New York’s Yiddish Theater
In the early decades of the twentieth century, a vibrant theatrical culture took shape on New York City's Lower East Side. Original dramas, comedies, musicals, and vaudeville, along with sophisticated productions of Shakespeare, Ibsen, and Chekhov, were innovatively staged for crowds that rivaled the scene on Broadway. While these productions were in Yiddish and catered to Eastern European Jewish audiences (the largest immigrant group in the city at the time), their artistic and aesthetic creations and their play with politics and history came to influence all facets of the American stage.
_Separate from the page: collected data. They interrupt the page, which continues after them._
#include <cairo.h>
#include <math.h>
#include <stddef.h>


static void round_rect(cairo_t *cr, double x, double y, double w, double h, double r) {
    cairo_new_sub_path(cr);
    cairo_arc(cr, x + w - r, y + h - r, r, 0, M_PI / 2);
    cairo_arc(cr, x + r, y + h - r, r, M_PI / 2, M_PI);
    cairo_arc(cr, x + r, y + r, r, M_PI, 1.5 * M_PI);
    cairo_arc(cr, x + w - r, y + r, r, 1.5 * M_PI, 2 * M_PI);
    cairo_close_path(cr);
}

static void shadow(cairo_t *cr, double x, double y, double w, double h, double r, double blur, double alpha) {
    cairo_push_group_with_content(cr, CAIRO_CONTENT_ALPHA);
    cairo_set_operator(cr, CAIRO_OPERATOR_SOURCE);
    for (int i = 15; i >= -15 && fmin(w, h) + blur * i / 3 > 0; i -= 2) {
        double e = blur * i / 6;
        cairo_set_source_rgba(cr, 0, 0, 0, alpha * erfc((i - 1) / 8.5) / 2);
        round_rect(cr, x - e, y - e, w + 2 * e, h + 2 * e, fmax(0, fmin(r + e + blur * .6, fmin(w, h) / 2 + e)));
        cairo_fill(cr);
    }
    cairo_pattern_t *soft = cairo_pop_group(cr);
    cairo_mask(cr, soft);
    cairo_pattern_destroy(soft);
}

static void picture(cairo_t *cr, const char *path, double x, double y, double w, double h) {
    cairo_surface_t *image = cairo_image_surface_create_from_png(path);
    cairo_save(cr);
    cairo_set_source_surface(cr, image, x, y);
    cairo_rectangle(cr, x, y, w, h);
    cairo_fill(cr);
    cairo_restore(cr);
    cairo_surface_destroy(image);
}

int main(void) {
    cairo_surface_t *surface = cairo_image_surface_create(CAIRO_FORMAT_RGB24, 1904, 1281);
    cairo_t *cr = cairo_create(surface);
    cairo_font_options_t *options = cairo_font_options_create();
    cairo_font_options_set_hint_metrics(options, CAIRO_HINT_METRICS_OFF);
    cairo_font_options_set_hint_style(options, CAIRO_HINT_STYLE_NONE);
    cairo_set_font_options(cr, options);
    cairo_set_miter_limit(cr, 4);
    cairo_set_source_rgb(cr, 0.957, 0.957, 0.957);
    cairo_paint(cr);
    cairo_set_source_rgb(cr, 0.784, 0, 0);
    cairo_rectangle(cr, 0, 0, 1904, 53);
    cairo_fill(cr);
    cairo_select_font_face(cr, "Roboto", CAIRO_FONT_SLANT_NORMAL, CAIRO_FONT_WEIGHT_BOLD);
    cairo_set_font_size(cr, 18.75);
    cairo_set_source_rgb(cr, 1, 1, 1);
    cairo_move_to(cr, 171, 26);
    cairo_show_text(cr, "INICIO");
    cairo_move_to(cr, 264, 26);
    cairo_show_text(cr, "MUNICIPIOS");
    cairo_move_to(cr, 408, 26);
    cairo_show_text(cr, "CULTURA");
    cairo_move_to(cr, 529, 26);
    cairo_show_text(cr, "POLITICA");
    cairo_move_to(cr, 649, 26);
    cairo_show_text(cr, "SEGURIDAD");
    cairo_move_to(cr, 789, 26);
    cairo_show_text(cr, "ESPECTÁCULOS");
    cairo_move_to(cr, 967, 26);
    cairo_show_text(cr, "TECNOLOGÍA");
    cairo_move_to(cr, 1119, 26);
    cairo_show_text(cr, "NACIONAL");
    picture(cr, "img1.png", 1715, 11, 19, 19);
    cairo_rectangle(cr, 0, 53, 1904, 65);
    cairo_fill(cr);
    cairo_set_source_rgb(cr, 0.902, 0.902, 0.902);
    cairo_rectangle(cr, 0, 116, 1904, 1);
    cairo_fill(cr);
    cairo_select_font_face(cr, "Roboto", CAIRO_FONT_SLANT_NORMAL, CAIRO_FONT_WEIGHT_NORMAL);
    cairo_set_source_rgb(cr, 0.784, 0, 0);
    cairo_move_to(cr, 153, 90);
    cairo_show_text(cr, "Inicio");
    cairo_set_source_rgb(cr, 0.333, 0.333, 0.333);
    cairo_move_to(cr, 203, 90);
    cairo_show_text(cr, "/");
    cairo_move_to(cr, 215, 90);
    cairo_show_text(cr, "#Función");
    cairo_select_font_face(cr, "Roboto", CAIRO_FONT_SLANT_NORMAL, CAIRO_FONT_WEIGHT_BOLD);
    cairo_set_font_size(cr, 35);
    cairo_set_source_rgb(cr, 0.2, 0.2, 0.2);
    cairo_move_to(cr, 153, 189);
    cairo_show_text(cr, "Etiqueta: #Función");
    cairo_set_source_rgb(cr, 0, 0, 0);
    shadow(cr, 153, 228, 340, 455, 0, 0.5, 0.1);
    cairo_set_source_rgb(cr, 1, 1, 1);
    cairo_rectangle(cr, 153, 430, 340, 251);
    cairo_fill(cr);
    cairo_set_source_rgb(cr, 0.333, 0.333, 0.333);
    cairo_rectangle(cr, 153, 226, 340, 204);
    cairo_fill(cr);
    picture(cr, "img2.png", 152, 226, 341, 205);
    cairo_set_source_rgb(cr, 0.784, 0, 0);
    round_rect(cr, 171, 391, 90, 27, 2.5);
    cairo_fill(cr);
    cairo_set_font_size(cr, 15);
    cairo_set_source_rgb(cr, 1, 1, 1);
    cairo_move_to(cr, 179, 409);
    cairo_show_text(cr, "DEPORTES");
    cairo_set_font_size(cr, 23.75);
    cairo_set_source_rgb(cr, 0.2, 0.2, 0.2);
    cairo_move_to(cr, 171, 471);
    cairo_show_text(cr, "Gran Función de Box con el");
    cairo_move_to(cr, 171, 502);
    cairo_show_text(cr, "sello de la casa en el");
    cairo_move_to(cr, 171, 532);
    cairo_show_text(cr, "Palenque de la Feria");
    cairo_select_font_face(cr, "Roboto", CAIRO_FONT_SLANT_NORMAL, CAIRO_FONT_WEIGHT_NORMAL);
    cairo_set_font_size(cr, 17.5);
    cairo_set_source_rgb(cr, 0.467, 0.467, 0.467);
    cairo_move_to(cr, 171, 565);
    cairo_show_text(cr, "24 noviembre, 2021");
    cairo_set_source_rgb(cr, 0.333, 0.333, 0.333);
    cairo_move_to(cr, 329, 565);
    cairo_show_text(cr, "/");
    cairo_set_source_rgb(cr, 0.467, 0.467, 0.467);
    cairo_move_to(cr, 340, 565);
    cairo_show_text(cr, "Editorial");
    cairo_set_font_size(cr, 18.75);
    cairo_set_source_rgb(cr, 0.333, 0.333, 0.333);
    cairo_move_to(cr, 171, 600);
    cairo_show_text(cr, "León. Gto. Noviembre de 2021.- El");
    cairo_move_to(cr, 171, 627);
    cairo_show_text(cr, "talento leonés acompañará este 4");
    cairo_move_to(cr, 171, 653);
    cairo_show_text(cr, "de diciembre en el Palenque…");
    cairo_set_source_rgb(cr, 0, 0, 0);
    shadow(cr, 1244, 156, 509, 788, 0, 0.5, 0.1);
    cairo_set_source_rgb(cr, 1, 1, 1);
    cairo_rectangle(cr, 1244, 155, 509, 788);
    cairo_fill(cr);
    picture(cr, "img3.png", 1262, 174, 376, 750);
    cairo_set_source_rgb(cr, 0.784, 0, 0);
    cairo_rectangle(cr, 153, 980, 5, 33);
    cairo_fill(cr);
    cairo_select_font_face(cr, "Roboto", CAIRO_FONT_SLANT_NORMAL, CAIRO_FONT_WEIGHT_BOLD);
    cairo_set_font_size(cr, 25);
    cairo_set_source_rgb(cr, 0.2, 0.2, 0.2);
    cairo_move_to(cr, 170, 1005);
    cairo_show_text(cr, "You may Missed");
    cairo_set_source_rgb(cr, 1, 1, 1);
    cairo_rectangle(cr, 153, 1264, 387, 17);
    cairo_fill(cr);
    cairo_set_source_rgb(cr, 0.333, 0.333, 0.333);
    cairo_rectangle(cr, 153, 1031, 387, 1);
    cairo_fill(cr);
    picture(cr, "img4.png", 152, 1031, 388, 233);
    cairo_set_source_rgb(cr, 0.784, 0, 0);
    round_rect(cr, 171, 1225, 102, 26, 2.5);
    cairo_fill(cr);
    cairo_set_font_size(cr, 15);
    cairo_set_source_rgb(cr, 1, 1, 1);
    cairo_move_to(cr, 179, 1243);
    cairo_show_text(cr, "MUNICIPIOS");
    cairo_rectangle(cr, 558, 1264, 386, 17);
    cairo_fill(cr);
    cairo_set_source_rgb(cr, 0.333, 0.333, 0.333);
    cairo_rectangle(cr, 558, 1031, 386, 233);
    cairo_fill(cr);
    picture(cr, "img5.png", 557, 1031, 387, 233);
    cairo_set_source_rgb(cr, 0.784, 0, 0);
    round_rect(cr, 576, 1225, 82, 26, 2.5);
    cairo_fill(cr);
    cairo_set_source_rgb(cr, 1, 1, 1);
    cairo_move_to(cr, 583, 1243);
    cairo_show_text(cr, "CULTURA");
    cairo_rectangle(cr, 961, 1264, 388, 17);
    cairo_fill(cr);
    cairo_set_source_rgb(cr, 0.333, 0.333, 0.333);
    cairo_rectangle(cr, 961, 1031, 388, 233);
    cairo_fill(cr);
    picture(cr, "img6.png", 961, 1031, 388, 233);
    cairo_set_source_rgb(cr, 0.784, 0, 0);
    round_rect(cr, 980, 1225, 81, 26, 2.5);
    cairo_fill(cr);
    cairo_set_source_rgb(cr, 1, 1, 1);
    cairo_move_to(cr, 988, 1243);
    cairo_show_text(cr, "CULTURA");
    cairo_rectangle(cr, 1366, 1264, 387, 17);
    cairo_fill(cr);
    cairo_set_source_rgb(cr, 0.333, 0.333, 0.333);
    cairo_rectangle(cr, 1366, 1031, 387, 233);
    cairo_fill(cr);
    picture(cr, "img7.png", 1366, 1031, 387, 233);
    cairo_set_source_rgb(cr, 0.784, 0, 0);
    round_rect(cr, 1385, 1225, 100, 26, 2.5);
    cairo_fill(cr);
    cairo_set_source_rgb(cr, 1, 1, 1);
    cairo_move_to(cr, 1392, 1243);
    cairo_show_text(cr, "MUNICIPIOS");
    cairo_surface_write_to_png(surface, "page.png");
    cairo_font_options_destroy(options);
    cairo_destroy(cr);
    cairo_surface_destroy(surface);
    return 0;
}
Vividly illustrated and with contributions from leading historians and critics, this history recounts in absorbing detail the heyday of "Yiddish Broadway" and its vital contribution to American Jewish life and its crossover to American culture. Performances grappled with Jewish nationalism, labor relations, women's rights, religious observance, acculturation, and assimilation. They reflected a range of genres, from tear-jerkers to experimental theater, and introduced American audiences to avant-garde dramatic technique. The artists who came of age in this environment include Stella Adler, Eddie Cantor, Jerry Lewis, Sophie Tucker, Mel Brooks, and Joan Rivers. The story of the Yiddish theater is therefore a tale of creativity and legacy, immigrants who in the process of becoming Americans had an enormous impact on the country's cultural and artistic landscape.
From the Bowery to Broadway is a companion to an exhibition at the Museum of the City of New York scheduled for February 2016.